Félix de Azúa
En la cafetería de la Kunsthalle de Hamburgo flota el susurro tenue que es habitual en los establecimientos públicos europeos. También constato con satisfacción esos detalles que expresan el respeto de los directivos hacia sus clientes, como que en cada mesa haya rosas frescas del día. En mi país esto sería considerado una cursilería, pero aquí es una deferencia.
Los europeos suelen ser respetuosos. Por ejemplo, en las discusiones se ceden la palabra y no se atropellan a gritos los unos a los otros como en las tertulias televisivas españolas, incluidas las más presuntuosas. Aunque no les interese en absoluto lo que dice su colega o lo consideren una insoportable idiotez, esperan a que acabe de hablar. También es cierto que allí nadie monopoliza la palabra.
Estas señales de respeto hacia el prójimo esconden un respeto más profundo e interesante: el que sienten hacia ellos mismos. Precisamente porque se respetan a sí mismos pueden respetar a los demás. La prepotencia y el avasallamiento se dan cuando una escasa confianza en el peso de los argumentos propios genera pánico agresivo. "Como lo que estoy diciendo es una sarta de trivialidades, voy a intentar que el tipo de ahí delante hable lo menos posible y cuando lo haga que no le oiga nadie", concluye el contertulio español.

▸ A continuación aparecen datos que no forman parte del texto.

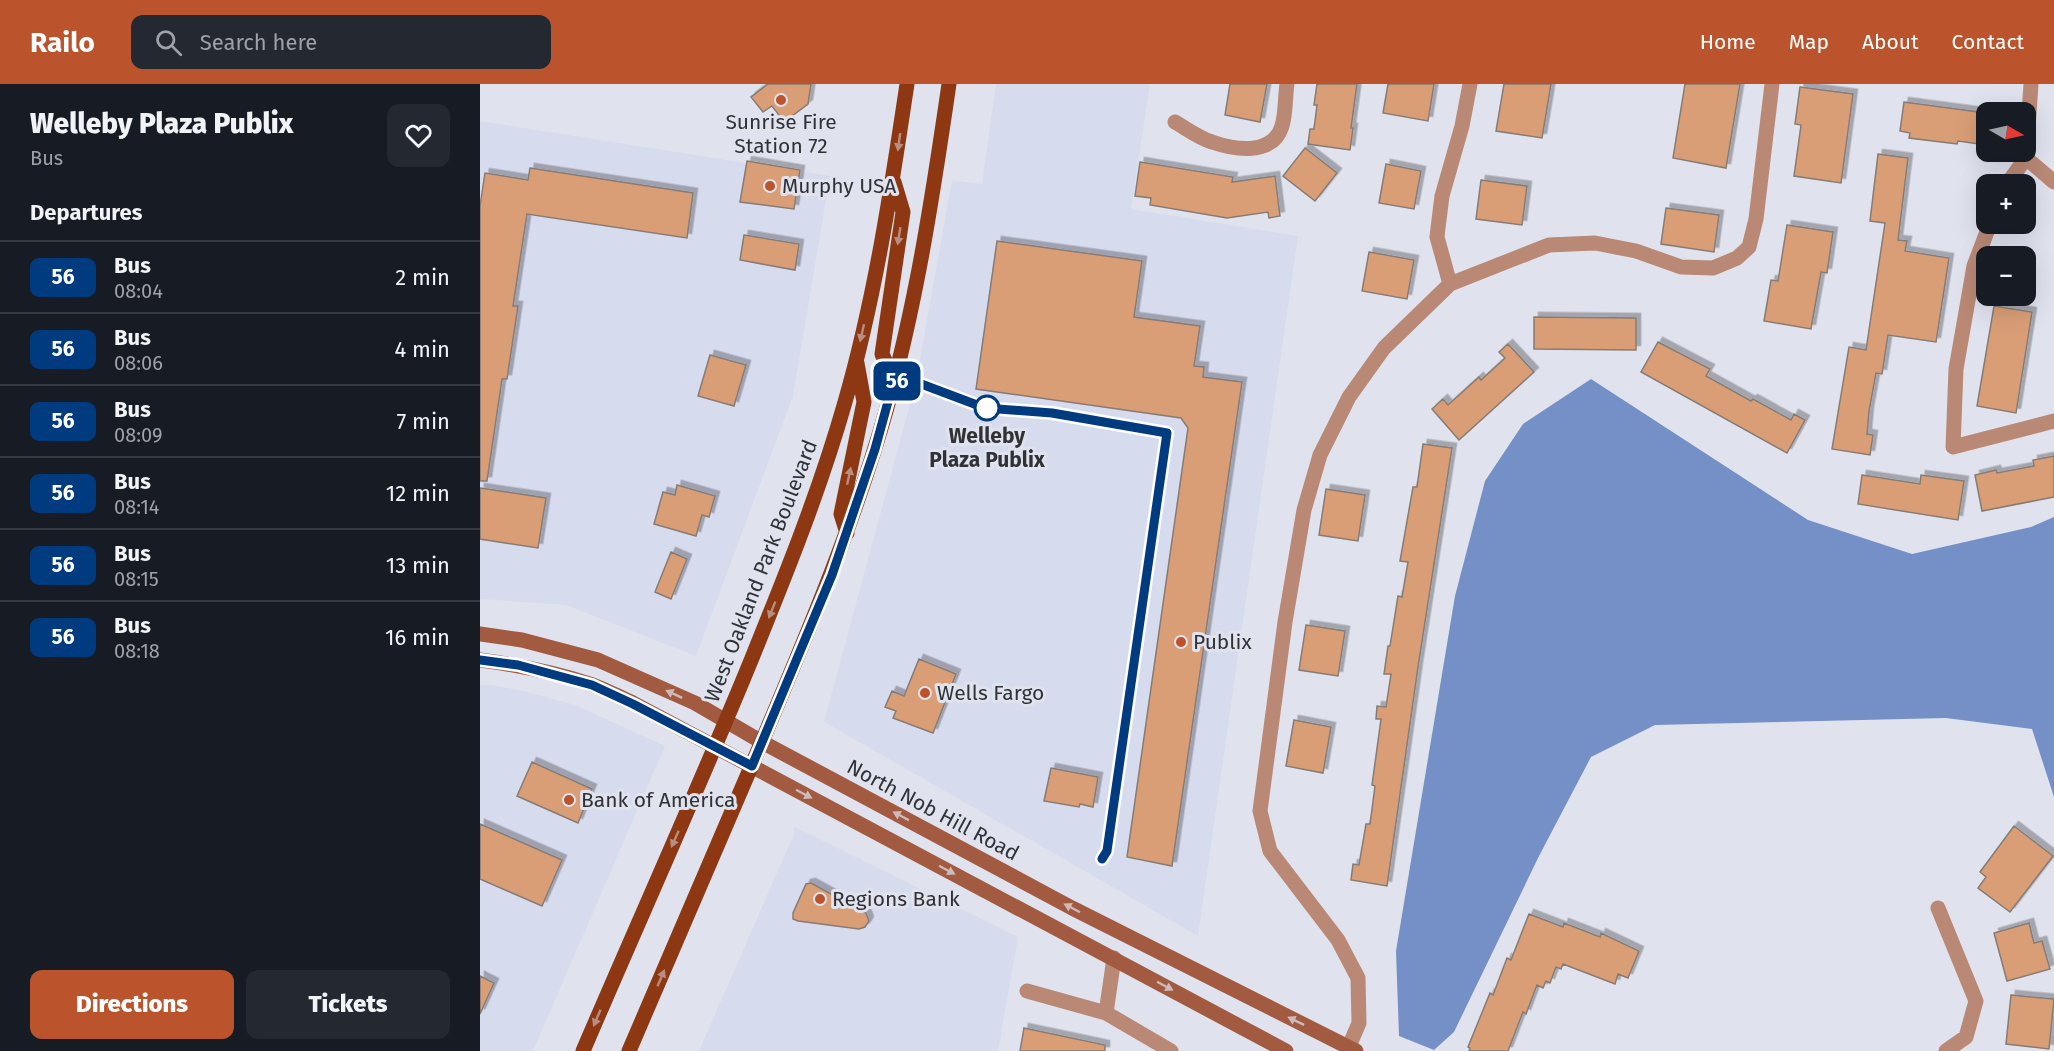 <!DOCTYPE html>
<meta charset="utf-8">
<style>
body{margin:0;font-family:"Fira Sans",sans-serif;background:#242831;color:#f1f3f6;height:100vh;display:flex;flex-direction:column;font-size:22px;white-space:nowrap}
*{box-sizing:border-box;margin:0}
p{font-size:20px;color:#9ea1a6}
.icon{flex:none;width:33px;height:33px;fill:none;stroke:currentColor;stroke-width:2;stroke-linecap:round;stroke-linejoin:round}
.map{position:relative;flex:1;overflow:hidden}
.drawer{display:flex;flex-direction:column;background:#171b24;width:480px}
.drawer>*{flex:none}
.badge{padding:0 12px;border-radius:9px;font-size:21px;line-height:39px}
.needle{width:39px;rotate:99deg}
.controls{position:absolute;left:1496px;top:18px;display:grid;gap:12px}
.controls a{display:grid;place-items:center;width:60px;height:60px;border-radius:12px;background:#171b24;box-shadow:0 6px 24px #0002;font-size:30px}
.map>.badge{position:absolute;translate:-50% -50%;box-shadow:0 0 0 3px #fff}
h2{padding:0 30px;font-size:22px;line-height:54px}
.round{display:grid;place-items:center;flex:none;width:63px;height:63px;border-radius:12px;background:#242831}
.head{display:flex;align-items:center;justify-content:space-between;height:102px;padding:0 30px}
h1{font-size:28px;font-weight:800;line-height:45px}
.button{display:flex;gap:12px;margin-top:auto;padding:12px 30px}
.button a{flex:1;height:69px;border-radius:12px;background:#bb532c;color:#fff;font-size:24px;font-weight:800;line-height:69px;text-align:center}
.button a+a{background:#242831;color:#f1f3f6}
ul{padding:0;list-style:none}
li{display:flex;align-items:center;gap:18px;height:72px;padding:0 30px;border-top:2px solid #363941}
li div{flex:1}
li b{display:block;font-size:22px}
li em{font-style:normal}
li .badge{min-width:66px;font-weight:700;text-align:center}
header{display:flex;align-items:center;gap:36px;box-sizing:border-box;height:84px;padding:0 30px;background:#bb532c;color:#fff}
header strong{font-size:28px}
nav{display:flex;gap:33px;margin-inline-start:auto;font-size:21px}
.search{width:420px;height:54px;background:#242831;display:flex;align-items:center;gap:15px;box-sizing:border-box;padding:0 21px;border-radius:12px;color:#9ea1a6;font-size:22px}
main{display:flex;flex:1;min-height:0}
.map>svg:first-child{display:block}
.built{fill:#d7dbee}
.water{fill:#7590c7}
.building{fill:#d99e76;stroke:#867c75;stroke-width:1.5;filter:url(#shadow)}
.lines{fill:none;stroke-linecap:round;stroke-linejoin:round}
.street{stroke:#ba8976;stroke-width:15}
.secondary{stroke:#a25b41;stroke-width:15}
.primary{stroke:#8e3813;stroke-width:15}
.oneway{fill:#b78e80}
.oneway2{fill:#cdbaba}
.line-casing{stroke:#fff;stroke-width:14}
.line{stroke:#003b80;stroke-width:9}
.poi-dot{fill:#bb532c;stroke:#e0e3ee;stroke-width:2}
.stop-dot{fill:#fff;stroke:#003b80;stroke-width:3}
.labels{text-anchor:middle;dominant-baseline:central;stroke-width:6;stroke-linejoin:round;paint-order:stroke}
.poi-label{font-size:21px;fill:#313236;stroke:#e0e3ee;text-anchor:start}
.stop-label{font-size:21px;font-weight:bold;fill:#313236;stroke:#e0e3ee}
.street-label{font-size:21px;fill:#313236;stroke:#e0e3ee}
</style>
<header>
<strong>Railo</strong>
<div class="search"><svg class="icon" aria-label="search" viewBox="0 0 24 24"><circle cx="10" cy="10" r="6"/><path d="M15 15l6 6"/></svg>Search here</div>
<nav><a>Home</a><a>Map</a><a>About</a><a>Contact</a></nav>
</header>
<main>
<section class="drawer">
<div class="head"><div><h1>Welleby Plaza Publix</h1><p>Bus</p></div><a class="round"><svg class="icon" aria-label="heart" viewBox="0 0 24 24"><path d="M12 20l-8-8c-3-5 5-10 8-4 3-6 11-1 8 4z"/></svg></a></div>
<h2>Departures</h2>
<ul>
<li><span class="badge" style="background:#003b80;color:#fff">56</span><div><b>Bus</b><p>08:04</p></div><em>2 min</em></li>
<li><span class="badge" style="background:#003b80;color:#fff">56</span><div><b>Bus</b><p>08:06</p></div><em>4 min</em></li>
<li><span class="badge" style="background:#003b80;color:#fff">56</span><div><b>Bus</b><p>08:09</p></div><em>7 min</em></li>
<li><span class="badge" style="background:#003b80;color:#fff">56</span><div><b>Bus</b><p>08:14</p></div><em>12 min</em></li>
<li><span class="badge" style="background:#003b80;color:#fff">56</span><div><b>Bus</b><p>08:15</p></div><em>13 min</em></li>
<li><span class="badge" style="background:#003b80;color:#fff">56</span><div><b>Bus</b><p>08:18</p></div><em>16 min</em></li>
</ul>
<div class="button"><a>Directions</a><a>Tickets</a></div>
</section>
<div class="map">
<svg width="1574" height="967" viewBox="0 0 1574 967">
<defs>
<filter id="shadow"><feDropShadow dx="4.5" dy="-4.5" stdDeviation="0" flood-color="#0004"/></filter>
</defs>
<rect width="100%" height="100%" fill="#e0e3ee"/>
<path class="built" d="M516 0H670L651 125 818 152 718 852 344 638 436 298 472 96 502 100Z
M0 37 350 92 313 312 216 572 86 521 0 515Z
M0 601H12L44 607 95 621 185 662 53 967H0Z
M313 742 538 853 518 967H219L314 750Z"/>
<path class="water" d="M1111 295 1328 436 1432 470 1551 443 1574 433V713L1552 645 1466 634 1175 641 1111 673 1059 772 974 948 954 966 919 952 916 867 975 512 1005 397 1043 340Z"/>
<path class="building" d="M288 0H331L328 20 304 38 292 22 283 28 271 13Z
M750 0H787L780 38 745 31Z
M837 0H877L871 44H873L870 66 828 60 830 45H834L837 21H834Z
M908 0H954L948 37 903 29Z
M1024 0H1071L1062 54 1016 47Z
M1205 0H1260L1246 84 1193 74Z
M1320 3 1373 10 1361 99 1314 92 1321 41 1315 40Z
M1424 18 1506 29V61L1478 57 1477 60 1429 54 1430 49 1420 47Z
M825 64 857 89 835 117 803 92Z
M1398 70 1428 74 1418 156 1427 157 1425 167 1469 174 1456 258 1408 251 1402 290 1396 289 1389 327 1387 350 1393 351 1390 371 1352 365 1369 263 1386 266 1405 139 1390 137Z
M267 77 320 86 314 125 260 118Z
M660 78 753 93 752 98 795 92 800 132 789 134 788 128 747 134 670 121 671 114 655 112Z
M906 80 941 87 934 125 899 119Z
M50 84 213 109 207 154 47 130 33 222H38L27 295H22L7 397H0V122L5 89 48 96Z
M1001 96 1047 102 1042 141 996 135Z
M1186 124 1239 131 1234 168 1181 160Z
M1307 141 1353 148 1347 189 1341 188 1331 245 1284 237 1291 196 1298 197Z
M264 151 319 160 315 186 260 176Z
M517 157 662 177 654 233 720 242 714 282 724 283 723 293 762 298 692 782 647 773 708 344 701 334 496 305Z
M889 168 934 176 927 215 882 207Z
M1514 222 1552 228 1536 329 1497 322Z
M1054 233 1156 234V266L1054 265Z
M1178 258 1230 285 1226 292 1271 317 1273 315 1311 336 1314 330 1325 336 1307 369 1161 288Z
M1028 260 1054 288 979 356 952 325 963 315 968 321 999 293 1001 296 1025 274 1019 268Z
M230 271 266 281 254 322 218 312Z
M943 360 972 364 938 583 907 802 871 796 873 780 879 781 886 740H890L895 702 892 701 901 635H896L897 622 906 623 911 590H904L908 562H910L918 512 922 513 928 478 920 477 933 403H937Z
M1574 372V413L1502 427 1495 391 1516 386 1517 389 1554 382 1553 376Z
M1382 391 1440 400 1441 391 1484 397 1478 436 1378 420Z
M197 401 235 412 229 433 222 431 216 452 174 440 183 408 195 411Z
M0 404 66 414 58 464 0 455Z
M846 405 885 411 878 457 839 451Z
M191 468 207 475 191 515 175 508Z
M826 541 865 547 858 592 819 586Z
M439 575 476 590 453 649 413 634 416 627 405 623 412 607 424 612Z
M814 636 851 643 843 689 806 682Z
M52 678 112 705 98 739 37 712Z
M571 684 618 693 613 723 600 720 599 723 564 717Z
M0 740 82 776 62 822 0 795Z
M1534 742 1573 772 1530 828 1498 804 1506 793 1500 788Z
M331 799 386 829 389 837 385 843 379 845 318 837 313 835V829L326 800Z
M1049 830 1083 843 1084 839 1120 853 1121 849 1159 867 1148 894 1138 890 1135 900 1083 880 1081 885 1076 883 1070 899 1066 897 1063 904 1057 901 1046 930 1043 928 1028 967H989L990 964 988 963 1010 909 1013 911 1027 874 1031 876Z
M1549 839 1554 859 1562 857 1570 885 1527 897 1514 849Z
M0 892 14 899 0 930Z
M1531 911 1574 915 1569 965 1526 960Z
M544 944 625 961V967H540Z"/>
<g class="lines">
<path class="street" d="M695 38C707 45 719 54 732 58 755 66 793 72 802 42 806 29 805 13 807 0
M1546 74 1551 0
M1527 100 1546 74 1574 98
M1510 140 1494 182 1476 285 1473 363 1574 337
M970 200 957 153 958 144 962 112 982 42 990 0
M1458 824 1496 917 1486 953 1466 967
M547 907 626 929 691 967
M626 929 634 874
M867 967 879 939 878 894 858 856 790 767 780 727 805 538 824 426 840 371 869 313 904 264 970 200 1069 161 1115 159 1156 167 1201 183 1233 184 1257 174 1269 163 1276 135 1292 0"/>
<path class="secondary" d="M0 550 42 556 118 576 215 619 282 658 592 824 876 967
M0 576C37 581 74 588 110 600 125 605 139 613 153 619L806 967"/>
<path class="primary" d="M414 98 423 128 402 270 414 296
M367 449 361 430 384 318 377 279
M103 967C159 836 218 706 272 574 306 490 340 406 365 318 395 214 411 107 427 0
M149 967C194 863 239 759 283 655 323 560 363 466 394 367 432 248 451 124 469 0"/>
</g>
<defs><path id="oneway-solid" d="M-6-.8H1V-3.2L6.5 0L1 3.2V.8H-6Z" transform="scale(1.5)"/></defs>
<g class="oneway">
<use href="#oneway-solid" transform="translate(419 58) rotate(98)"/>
<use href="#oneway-solid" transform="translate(419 152) rotate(99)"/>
<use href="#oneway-solid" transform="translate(382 249) rotate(103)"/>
<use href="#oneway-solid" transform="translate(369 392) rotate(-78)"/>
<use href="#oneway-solid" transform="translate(292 526) rotate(112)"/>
<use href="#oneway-solid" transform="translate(195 755) rotate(114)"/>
<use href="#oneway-solid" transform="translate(181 894) rotate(-67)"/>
<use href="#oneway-solid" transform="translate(117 934) rotate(113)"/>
</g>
<g class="oneway2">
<use href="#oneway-solid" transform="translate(194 610) rotate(-155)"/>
<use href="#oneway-solid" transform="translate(324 710) rotate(28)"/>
<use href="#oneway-solid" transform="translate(421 732) rotate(-152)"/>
<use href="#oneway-solid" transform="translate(467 786) rotate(28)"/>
<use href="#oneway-solid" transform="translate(592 824) rotate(-152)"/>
<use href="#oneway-solid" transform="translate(685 902) rotate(28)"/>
<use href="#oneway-solid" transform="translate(816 937) rotate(-154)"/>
</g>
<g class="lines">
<g class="line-casing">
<path id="line" d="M0 576 38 581 112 601 153 620 272 682 352 491 395 365 414 296 436 298 505 324 572 329 687 349 627 767 622 775"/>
</g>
<use href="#line" class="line"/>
</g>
<g class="poi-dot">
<circle cx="301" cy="16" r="6"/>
<circle cx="290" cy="102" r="6"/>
<circle cx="701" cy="558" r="6"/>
<circle cx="445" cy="609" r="6"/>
<circle cx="89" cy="716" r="6"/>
<circle cx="340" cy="815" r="6"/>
</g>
<circle class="stop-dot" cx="507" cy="324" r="12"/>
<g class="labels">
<g class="poi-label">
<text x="301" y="38" text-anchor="middle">Sunrise Fire<tspan x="301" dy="24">Station 72</tspan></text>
<text x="302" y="102">Murphy USA</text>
<text x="713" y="558">Publix</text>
<text x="457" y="609">Wells Fargo</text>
<text x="101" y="716">Bank of America</text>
<text x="352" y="815">Regions Bank</text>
</g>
<g class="stop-label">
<text x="507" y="352">Welleby<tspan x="507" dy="24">Plaza Publix</tspan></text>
</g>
<g class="street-label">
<text transform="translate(281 487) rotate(-69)">West Oakland Park Boulevard</text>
<text transform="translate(453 726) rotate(28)">North Nob Hill Road</text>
</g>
</g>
</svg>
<div class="controls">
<a><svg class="needle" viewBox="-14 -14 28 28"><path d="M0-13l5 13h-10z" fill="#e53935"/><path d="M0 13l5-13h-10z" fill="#9ea1a6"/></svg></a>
<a>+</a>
<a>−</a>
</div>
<b class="badge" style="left:417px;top:297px;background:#003b80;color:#fff">56</b>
</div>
</main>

En la cafetería algunos clientes hojean periódicos y catálogos mientras los comentan en voz baja con sus acompañantes. Susurros y crujir de hojas, música celestial. Hay un muchacho joven, alto y bien parecido que recoge la vajilla usada mesa por mesa y la va amontonando en un carrito. Debe de padecer alguna leve carencia mental, a la que se añade una cojera de resorte que le obliga a avanzar con saltos unigambistas, como un avestruz al que hubieran amputado una pata. Sin embargo, desarrolla una actividad apremiante, imperiosa, pues no sólo retira a toda velocidad los platos y tazas usados, sino también los que están a medio terminar y lo hace con gesto despótico, como un cabecilla de secta. Los desposeídos no mueven un músculo y siguen hojeando impertérritos sus papeles. Quienes, como yo, se han percatado de los arrolladores modos del muchacho, o bien resguardan en el regazo tazas y platos a su paso, o bien se los entregan con aire de vestal sacrificada.
Cuando salgo de la cafetería está vaciando su última cacería en el lavaplatos. Me mira ceñudo, pero en cuanto señalo la montaña de loza con gesto encomiástico, abre una sonrisa luminosa, radiante, y me guiña un ojo. Luego se abisma de nuevo en el orden.